Tuesday, July 13, 2010

The Politics Of The Classroom: Is It Homophobic To Teach About The Scriptural Basis For Homophobia?

Janine Giordano Drake, over at Religion and American History asks us to think about a university classroom inflected by sacred beliefs that do not coexist comfortably with contemporary cosmopolitan ideas about diversity, respect for personal dignity and human rights. In doing so, she raises the question of whether the absolute separation of secular knowledge from ideological or faith-based knowledge is desirable, or even possible. For those who want to read more of Drake's thoughts about being a Christian scholar, click here.

The incident which prompted Drake's post occurred at the University of Illinois which, as a public university, has special vulnerabilities around the separation of the sacred and the secular. In a nutshell, a Catholic theologian circulated an email to his class about why heterosexuality, and the gender binary system, are "natural" and "real"; and why consent does not provide a moral basis for performing sexual acts that ignore the divine reproductive function of sexuality. A student complained to the chair of the department about this and similar statements made in class that articulated a conservative Catholic position on sexuality. The professor, the student reported, "allowed little room for opposition to Catholic dogma." But to the best of my understanding no particular student, or students, were picked out to be shamed or personally degraded by the teacher; and the views expressed had directly to do with the subject of the course and the course readings. The teacher -- who was an adjunct connected to the Newman Center on campus -- was not renewed. It is unclear whether it was because of this conflict, or because of other pedagogical or budgetary issues.

Drake has linked to the original documents to help us think about this incident and the larger questions it raises. In doing so, she demonstrates one good strategy for teaching things that our students may find objectionable, and for helping students learn to disagree respectfully with each other and with us. When they provide primary documents, professors can speak out of a personal belief system, but also bring a range of voices into the classroom that allow students to attach their own beliefs to, and test their views against, knowledge and authority that is not internal to the classroom and to the student-teacher relationship.
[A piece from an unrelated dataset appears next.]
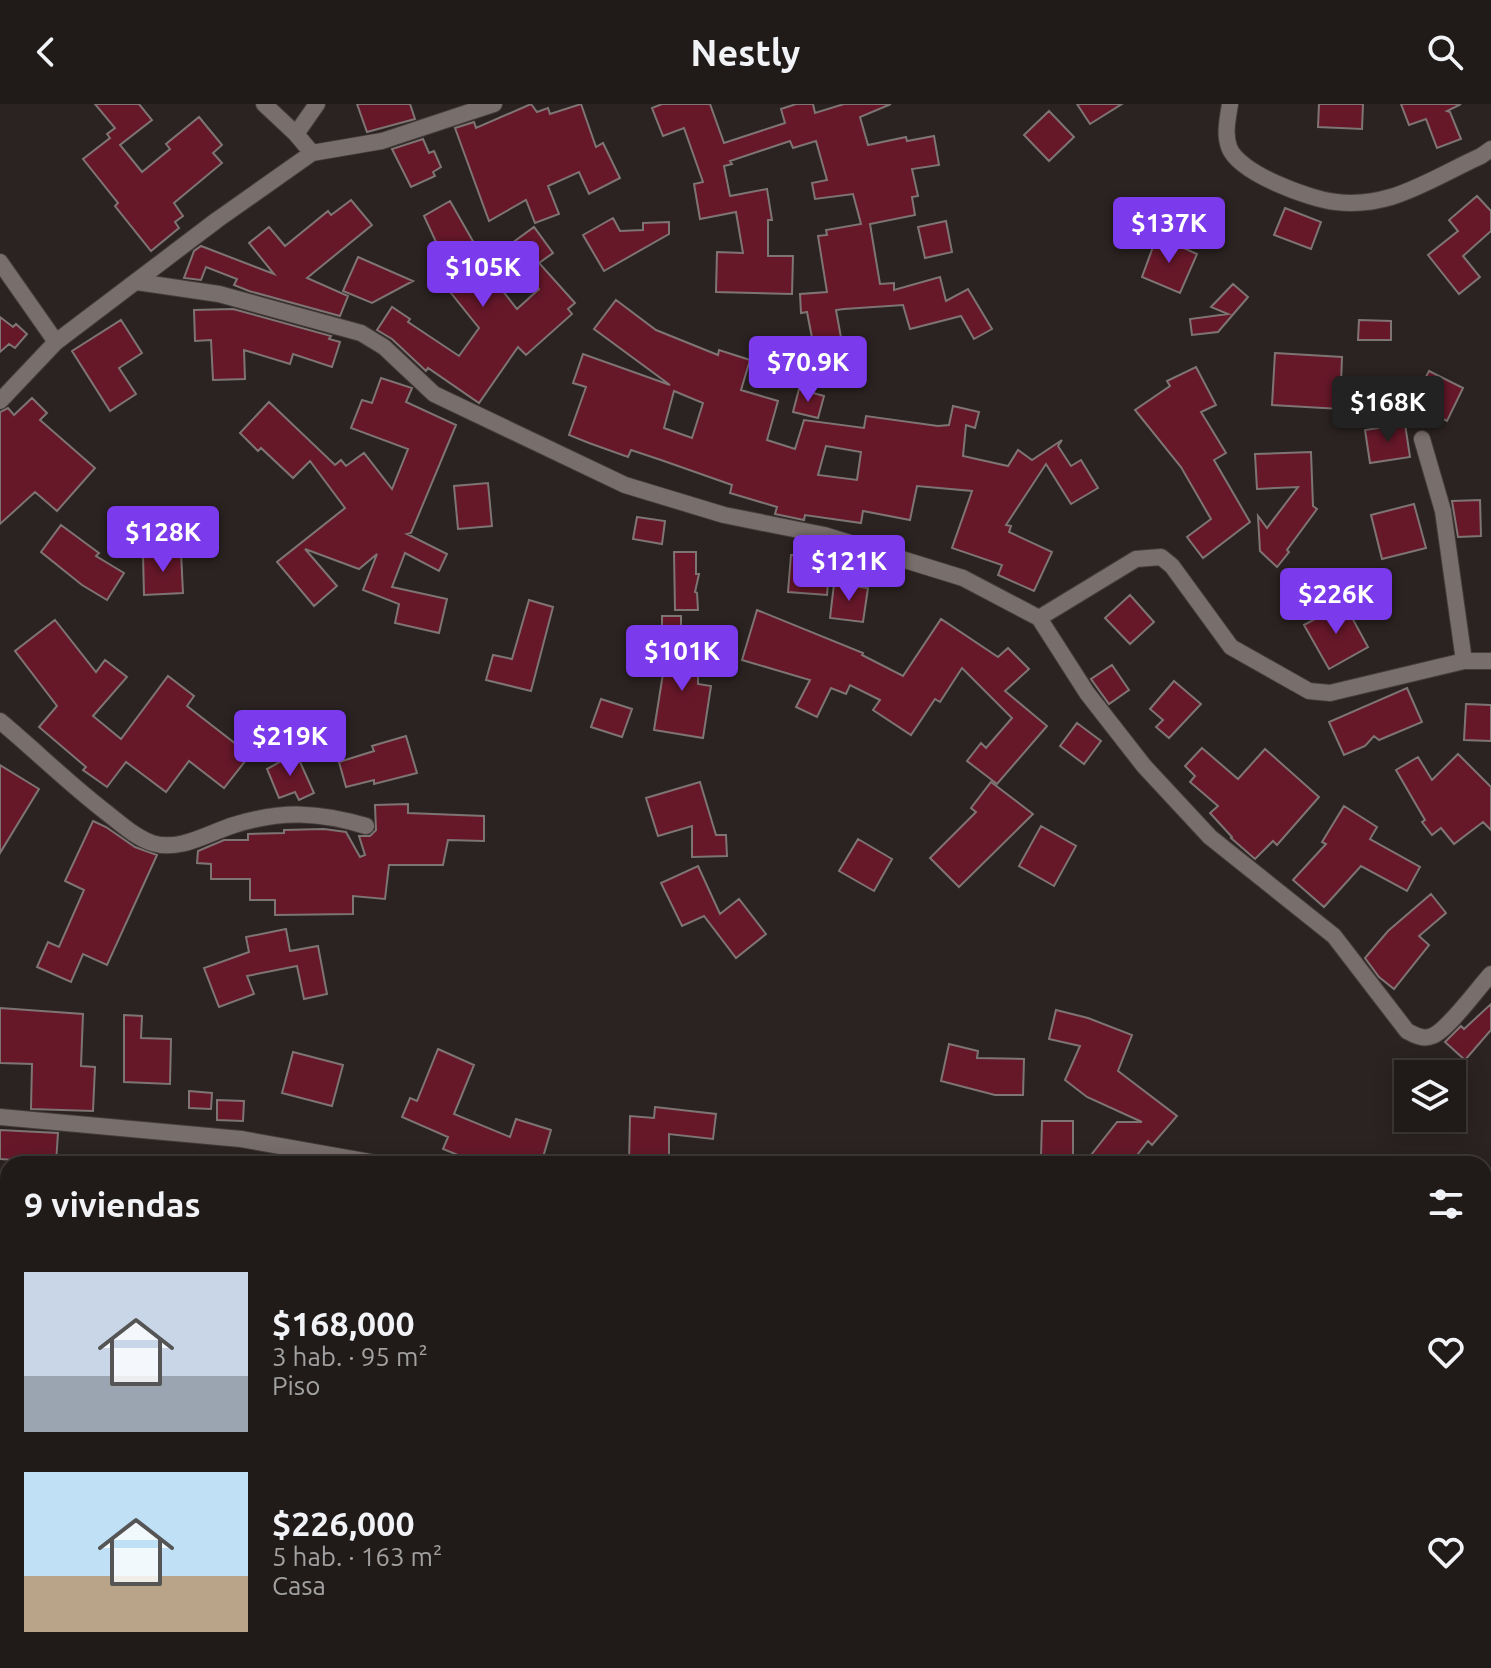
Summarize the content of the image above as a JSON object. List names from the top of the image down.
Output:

Whether you decide you are on the same page as Drake or not after you read her piece, I think you might agree that she makes two generative points. She notes that theological positions which advocate for the divine role of reproduction in sexuality are often poorly or partially represented, even in the best scholarship (and by extension, in the best classrooms.) Because of this the influence of these views is often understated and perceived by students -- most of whom are (metaphorically) milling around in a vast political center -- as eccentric. Second, she very gently raises the question of why it is necessarily oppressive or wrong for students to be a captive audience to views that they find objectionable. An argument might be made on behalf of the email sent by the professor that goes like this: the views in question (sodomy is always morally wrong, and is the equivalent of pedophilia and bestiality, even when both parties consent), appalling as they may be to many of us, express a scripture-based point of view that many people in this country actually do believe, and that are the basis of a well-organized opposition to GLBT human rights. Furthermore, they provide the logic for powerful statements like "marriage should be between a man and a woman," "love the sinner, hate the sin" and "gay marriage destroys the family" that otherwise seem merely shallow and mean.
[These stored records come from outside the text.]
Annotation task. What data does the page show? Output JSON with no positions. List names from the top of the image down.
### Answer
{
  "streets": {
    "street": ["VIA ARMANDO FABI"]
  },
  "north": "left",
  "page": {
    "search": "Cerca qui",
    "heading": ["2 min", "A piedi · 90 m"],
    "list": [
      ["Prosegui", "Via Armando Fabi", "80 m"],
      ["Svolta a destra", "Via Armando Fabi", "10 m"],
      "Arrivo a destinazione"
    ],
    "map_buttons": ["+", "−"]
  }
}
For the reason I just described, in my "Politics of Sex After 1968" survey, I teach a documentary film produced by a Christian organization in which "former" gays and lesbians talk about the pain, confinement and isolation of their lives as queer people. They discuss how they came back to heterosexuality, and were able to marry, by being reborn in Christ. I teach this film in part because the vast majority of my students understand coming out as gay as an opposite experience, when in fact it is quite similar to what the Christain ex-gays describe: as the discovery and affirmation of a genuine self, as a release from isolation, and as being welcomed into a caring community of others "like them." I think students need to understand that any experience of the self is particular, not universal; and that profoundly different views about possible relationships to a sexual self are possible at the same historical moment.

Despite the fact that many of my students have suffered, and are struggling, with a variety of anxieties and burdens related to their sexuality, since most of them are pretty secular, I think it is also important for them to try to understand a relationship to sexuality, and to faith, that isn't just social. Many of my students find this film objectionable, and for that reason it is very hard to teach because I often have to overcome a refusal to engage. But another reason I use it, year after year, is to teach them that if you are going to be a really good historian, you can't be selective about who you listen to or have empathy for. I think our struggles over this film are worthwhile, but many of them just hate it. Some really let me have it in the teaching evaluations for bringing "hate speech" (the phrase used by the complainant at the University of Illinois) into class.

But here's something that has never happened to me. What Drake doesn't mention is that the student who complained was not even in the class. Rather, he claims to be writing on behalf of "a friend" who did take the class and passed the email, and information about the class, on to him. Identifying himself as a heterosexual male, but imagining himself as a gay man who would have been shamed by having to listen to such views, he writes:

I am in no way a gay rights activist, but allowing this hate speech at a public university is entirely unacceptable. It sickens me to know that hard-working Illinoisans are funding the salary of a man who does nothing but try to indoctrinate students and perpetuate stereotypes. Once again, this is a public university and should thus have no religious affiliation. Teaching a student about the tenets of a religion is one thing. Declaring that homosexual acts violate the natural laws of man is another. The courses at this institution should be geared to contribute to the public discourse and promote independent thought; not limit one's worldview and ostracize people of a certain sexual orientation.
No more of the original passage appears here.